I could smell Mouse’s sour breath from over my shoulder; there was a tiny wheeze coming from him. Dead dogs and crazy family were far away for the moment. I felt a cough coming on but I stifled it to stay quiet just a little longer.
‘You ‘wake, Easy?’
‘Yeah.’
‘How you feel?’
I tried to say ‘fine’ but that started me coughing.
When I finally stopped Mouse crawled out of the lea and said, ‘We better get you someplace inside so you can rest. We better git you back t’Jo’s.’
‘Uh-uh. I ain’t goin’ there.’
‘Jo ain’t gonna do nuthin’ when you sick, Easy. And she’s the closest thing to a doctor for twenty miles.’

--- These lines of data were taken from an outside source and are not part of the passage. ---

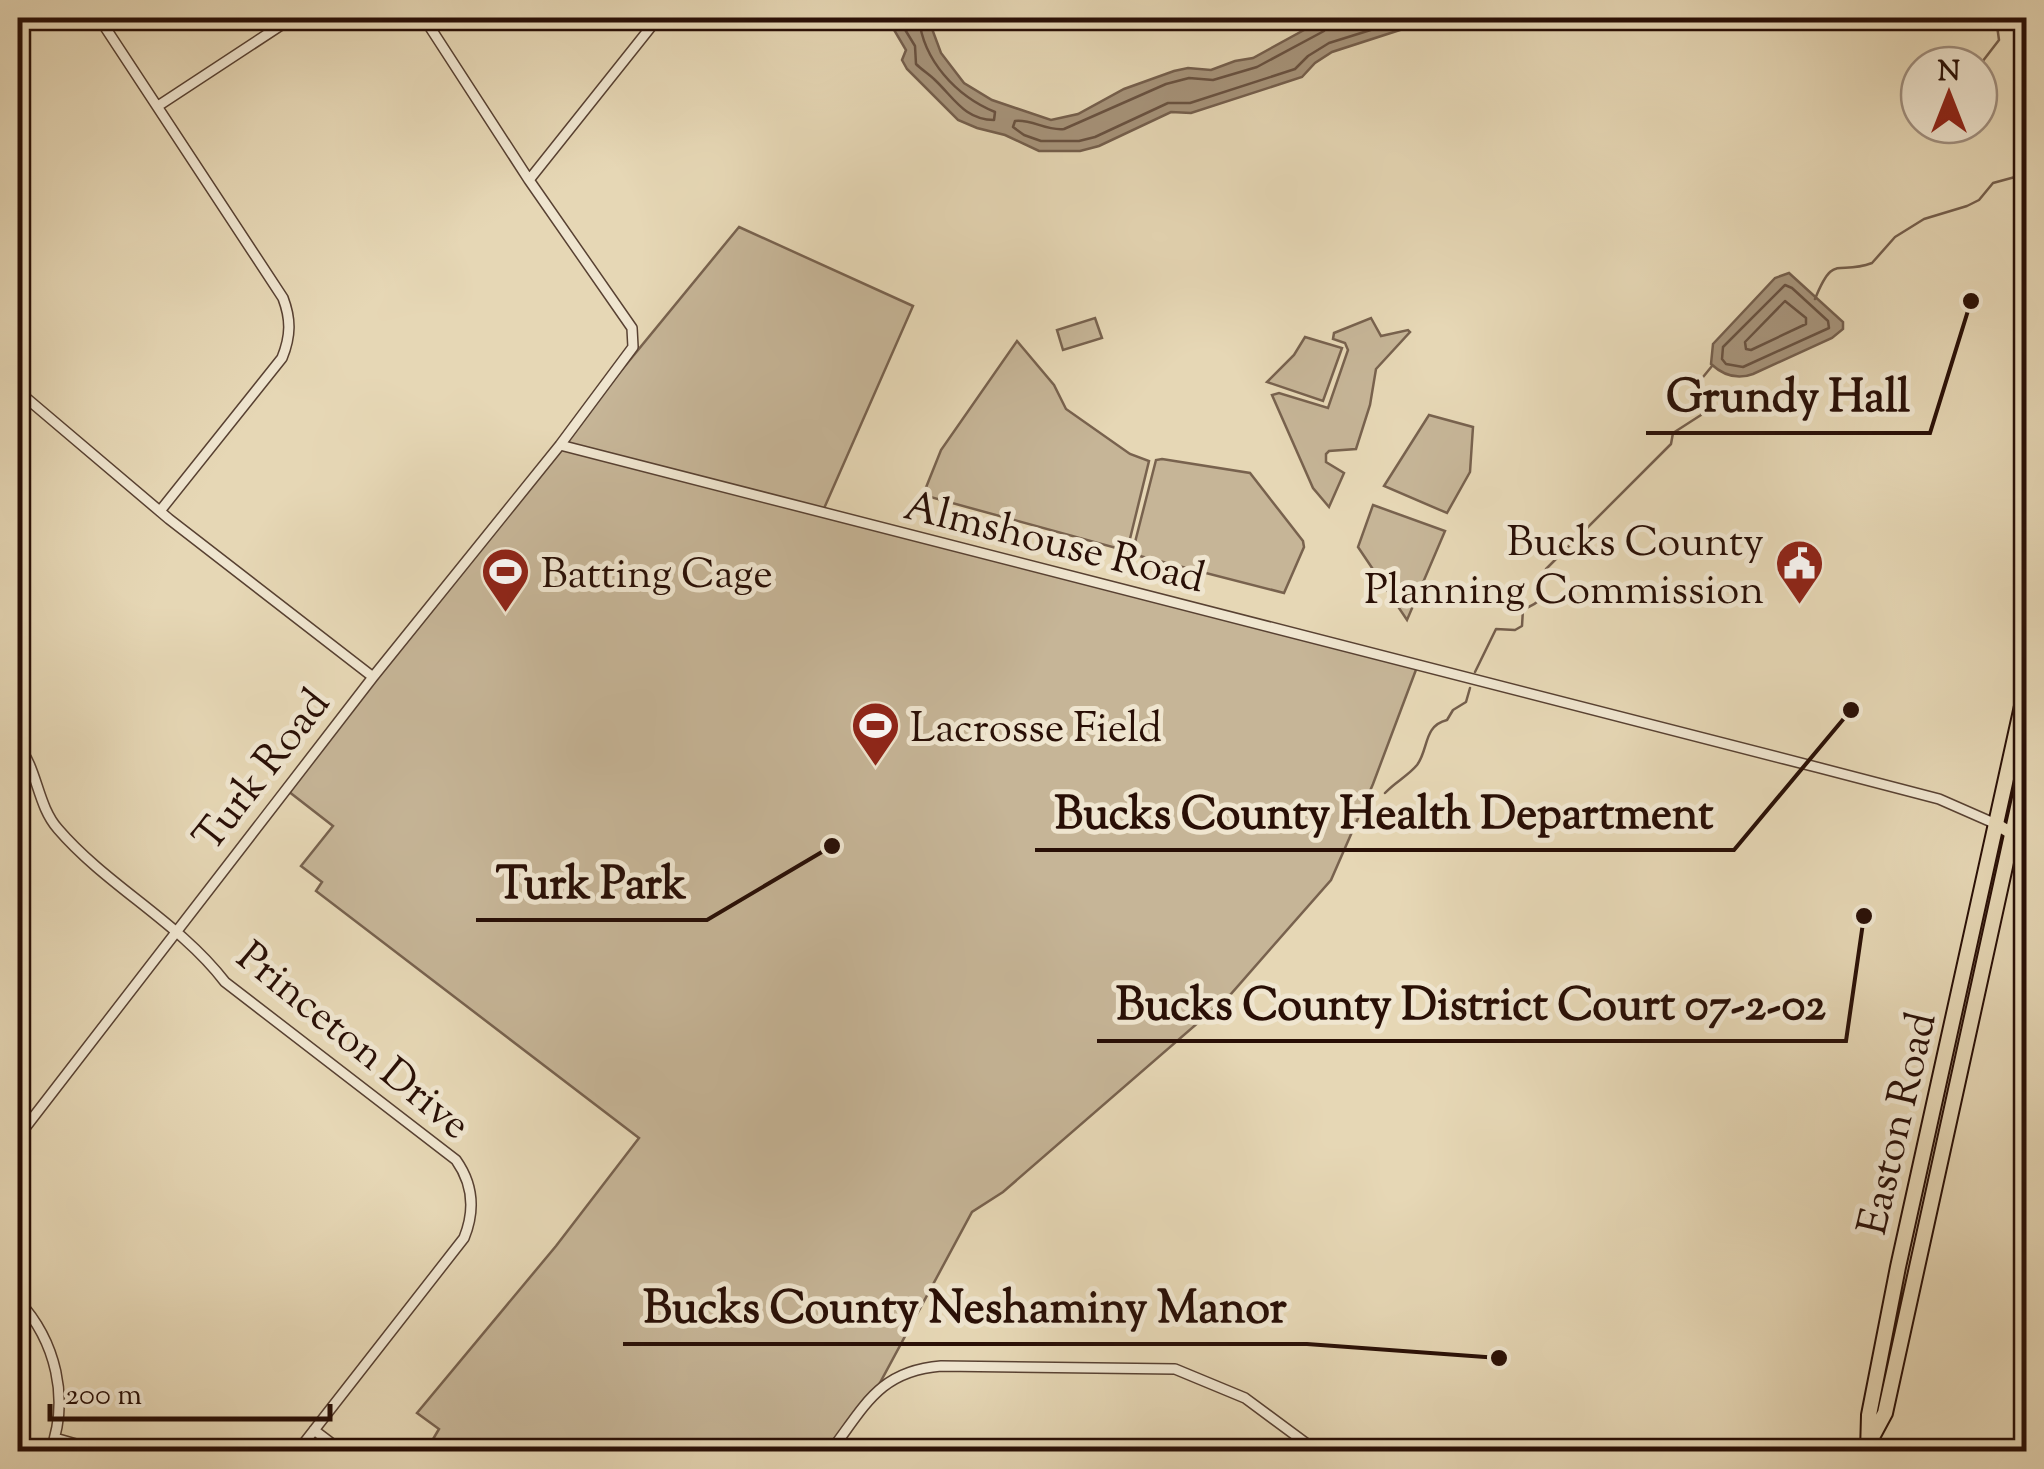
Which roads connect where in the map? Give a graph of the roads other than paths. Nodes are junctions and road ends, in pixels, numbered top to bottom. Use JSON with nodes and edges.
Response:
{"nodes":[{"id":1,"x":99,"y":18,"type":"edge"},
{"id":2,"x":292,"y":18,"type":"edge"},
{"id":3,"x":424,"y":18,"type":"edge"},
{"id":4,"x":658,"y":18,"type":"edge"},
{"id":5,"x":158,"y":106,"type":"junction"},
{"id":6,"x":530,"y":180,"type":"junction"},
{"id":7,"x":18,"y":391,"type":"edge"},
{"id":8,"x":560,"y":446,"type":"junction"},
{"id":9,"x":160,"y":511,"type":"junction"},
{"id":10,"x":373,"y":677,"type":"junction"},
{"id":11,"x":2026,"y":688,"type":"edge"},
{"id":12,"x":18,"y":745,"type":"edge"},
{"id":13,"x":2026,"y":771,"type":"edge"},
{"id":14,"x":1996,"y":824,"type":"junction"},
{"id":15,"x":2012,"y":834,"type":"junction"},
{"id":16,"x":2026,"y":842,"type":"edge"},
{"id":17,"x":174,"y":932,"type":"junction"},
{"id":18,"x":18,"y":1137,"type":"edge"},
{"id":19,"x":18,"y":1300,"type":"edge"},
{"id":20,"x":314,"y":1430,"type":"junction"},
{"id":21,"x":55,"y":1438,"type":"junction"},
{"id":22,"x":1869,"y":1445,"type":"edge"},
{"id":23,"x":50,"y":1452,"type":"edge"},
{"id":24,"x":104,"y":1452,"type":"edge"},
{"id":25,"x":297,"y":1452,"type":"edge"},
{"id":26,"x":343,"y":1452,"type":"edge"},
{"id":27,"x":830,"y":1452,"type":"edge"},
{"id":28,"x":1318,"y":1452,"type":"edge"}],
"edges":[{"from":1,"to":5,"type":"street"},
{"from":2,"to":5,"type":"street"},
{"from":3,"to":6,"type":"street"},
{"from":4,"to":6,"type":"street"},
{"from":5,"to":9,"type":"street"},
{"from":6,"to":8,"type":"street"},
{"from":7,"to":9,"type":"street"},
{"from":8,"to":10,"type":"street","name":"Turk Road"},
{"from":8,"to":14,"type":"street","name":"Almshouse Road"},
{"from":9,"to":10,"type":"street"},
{"from":10,"to":17,"type":"street","name":"Turk Road"},
{"from":11,"to":14,"type":"highway","name":"Easton Road"},
{"from":12,"to":17,"type":"street"},
{"from":13,"to":15,"type":"highway","name":"Easton Road"},
{"from":14,"to":15,"type":"main road","name":"Almshouse Road"},
{"from":14,"to":22,"type":"highway","name":"Easton Road"},
{"from":15,"to":16,"type":"main road","name":"Almshouse Road"},
{"from":15,"to":22,"type":"highway","name":"Easton Road"},
{"from":17,"to":18,"type":"street","name":"Turk Road"},
{"from":17,"to":20,"type":"street","name":"Princeton Drive"},
{"from":19,"to":21,"type":"street"},
{"from":20,"to":25,"type":"street","name":"Princeton Drive"},
{"from":20,"to":26,"type":"street"},
{"from":21,"to":23,"type":"street"},
{"from":21,"to":24,"type":"street"},
{"from":27,"to":28,"type":"street"}]}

‘I ain’t goin’ t’Jo’s. No!’
‘You cain’t be comin’ wit’ me, Ease. Reese come up ‘hind me an’ I gotta move, fast.’
‘Why’ont we go on home?’
‘I ain’t finished yet. I made up my mind I’ma git what’s ines outta that man an’ that’s what I’ma do.’
‘He tole you no.’
‘That’s all right. I ain’t hesitatin’ yet. We got some more ground t’cover - me an’ daddyReese.’
‘I ain’t goin’ t’Jo’s.’
‘Okay. I take you over to Miss Dixon’s. She always willin’ t’he’p if she think you know Dom.’
‘Who is she?’ I asked, not trusting Mouse too much anymore.
He laughed a good laugh and said, ‘Don’t worry, Easy, she too old t’be thinkin’ bout love. Anyway, she’s white.’
It was a beautiful day.
We made it down to some railroad tracks and followed them for a few miles. It was one of those sultry southern mornings when all of the sounds of birds and insects are muffled by the heavy air. I was so weak that I couldn’t bring myself to worry about what Mouse was planning; all I wanted was a bed somewhere and some food.
After almost an hour we came to a large field that abutted a smooth dirt road. Across the road was a house. It was a real house with a garden and a fence and all the walls standing straight.
‘That’s Miss Dixon’s place,’ Mouse said. ‘Now you let me do the talkin’, all right?’
‘Uh-huh. But I ain’t gonna stay there if I don’t like it.’ ‘Don’t you worry, even a white man’d like this.’ There was a swing chair out front. The porch was dosed by a lattice covered with forsythia. When we walked up the front stairs Mouse took the lead, but before he could knock on the screen door the inner door opened.
‘Raymond Alexander.’ It was a statement. ‘What you want here?’
Mouse doffed a make-believe hat and said, ‘Miss Dixon, I come out here on a piece of business for Domaque.’